If my aunt was a man she'd be my uncle.

But she isn't! *grin*
 
Re: If the gospel of Judas was true, would it shift your fai

My first answer, Gill, was kinda flip. I apologize.

As I've read a number of these gospels, their messages have been so obscure that I tend to be glad they're NOT included in the canon. If they are true, fair enough. Jesus was welcome to say anything He wanted.

But what I find in those that made it into the Canon is a Jesus who spoke in good clear easily understood statementas or parables. And if a parable, He gave a good, solid, practical explanation of what He was getting at. He wasn't trying to obscure the nature of heaven but to reveal it. In my eaxalted opinion *chuckle*, HE DID A REAL GOOD JOB.

So whether these additional gospels are true or not doesn't really do much to or for my faith either way, much like the question of whether He was married or not.
 
Re: If the gospel of Judas was true, would it shift your fai

Great question.

The issue I have always wrestled with over this is God's providence. If he loves us and promised us he would give us his word, and that the faith was delivered unto the saints (Jude 3) then I'm not sure how it would have been left out of the canon of Scripture all of these years.

I suppose Dr. Wayne Grudem's position on this has always been helpful to me in this situation. This professor has stated this:

"At this point someone may ask a hypotethical question about what should we if another one of Paul's epistles were discovered, for example., Would we add it to Scripture? This is a difficult question, because two conflicting considerations are involved. On the one hand, if a great majority of believers were convinced that this was indeed an authentic Pauline epistle, written in the course of Paul's fulfillment of his apostolic office, then the nature of Paul's apostolic authority would guarantee that the writing would be God's very words (as well as Paul's), and that its teachings would be consistent with the rest of scripture.
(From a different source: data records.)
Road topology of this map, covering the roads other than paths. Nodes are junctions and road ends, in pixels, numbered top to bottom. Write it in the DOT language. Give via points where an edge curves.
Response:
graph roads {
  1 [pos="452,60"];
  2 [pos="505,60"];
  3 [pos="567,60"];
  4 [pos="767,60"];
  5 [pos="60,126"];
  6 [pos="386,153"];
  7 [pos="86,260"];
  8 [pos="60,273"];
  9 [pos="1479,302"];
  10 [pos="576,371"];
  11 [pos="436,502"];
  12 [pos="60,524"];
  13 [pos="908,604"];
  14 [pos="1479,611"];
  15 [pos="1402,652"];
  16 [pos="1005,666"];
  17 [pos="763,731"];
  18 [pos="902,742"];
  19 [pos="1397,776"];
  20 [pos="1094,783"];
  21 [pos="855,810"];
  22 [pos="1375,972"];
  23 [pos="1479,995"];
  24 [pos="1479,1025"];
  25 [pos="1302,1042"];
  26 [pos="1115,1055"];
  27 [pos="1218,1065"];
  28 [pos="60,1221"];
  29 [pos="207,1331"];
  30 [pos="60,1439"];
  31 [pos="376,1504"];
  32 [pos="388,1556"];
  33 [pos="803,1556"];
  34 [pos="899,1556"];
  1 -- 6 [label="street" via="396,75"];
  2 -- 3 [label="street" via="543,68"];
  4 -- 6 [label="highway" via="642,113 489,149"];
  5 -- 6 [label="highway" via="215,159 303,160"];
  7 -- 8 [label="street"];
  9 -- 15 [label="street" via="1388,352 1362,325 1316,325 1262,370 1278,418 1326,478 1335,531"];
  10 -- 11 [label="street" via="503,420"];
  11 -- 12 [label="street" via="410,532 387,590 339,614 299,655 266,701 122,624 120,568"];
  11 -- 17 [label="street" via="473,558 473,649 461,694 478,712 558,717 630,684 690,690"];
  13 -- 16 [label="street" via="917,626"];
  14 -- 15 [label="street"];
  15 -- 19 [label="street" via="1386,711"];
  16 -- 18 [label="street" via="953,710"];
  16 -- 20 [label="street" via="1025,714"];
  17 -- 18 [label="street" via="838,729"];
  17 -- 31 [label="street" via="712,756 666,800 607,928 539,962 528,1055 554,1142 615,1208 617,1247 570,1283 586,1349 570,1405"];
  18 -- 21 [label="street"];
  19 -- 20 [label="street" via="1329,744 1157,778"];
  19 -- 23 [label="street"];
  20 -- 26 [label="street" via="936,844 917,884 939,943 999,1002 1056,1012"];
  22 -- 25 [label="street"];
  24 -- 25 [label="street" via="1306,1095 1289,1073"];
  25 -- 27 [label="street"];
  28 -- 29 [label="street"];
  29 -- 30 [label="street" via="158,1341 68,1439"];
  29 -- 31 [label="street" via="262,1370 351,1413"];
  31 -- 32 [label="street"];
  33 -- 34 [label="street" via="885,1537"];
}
But the fact that it was not preserved as part of the canon would indicate that it was not among the writings the apostles wanted the church to preserve as part of Scripture. Morever, it must immediately be said that such a hypothetical question is just that: hypothetical. It is exceptionally difficult to imagine what kind of of historical data might be discovered that could convincingly demonstrate to the church as a whole that a letter lost for over 1,900 years was genuinely authored by Paul, and it is more difficult still to understand how our sovereign God could have faithfully cared for his people for over 1,900 years and still allowed them to be continually deprived of something he intended them to have as part of his final revelation of himself in Jesus Christ. These considerations make it so highly improbable that any such manuscript would be discovered at some time in the future, that such a hypotethical question really does not merit further serious consideration" (Wayne Grudem, Systematic Theology: An Introduction to Biblical Doctrine, p. 68).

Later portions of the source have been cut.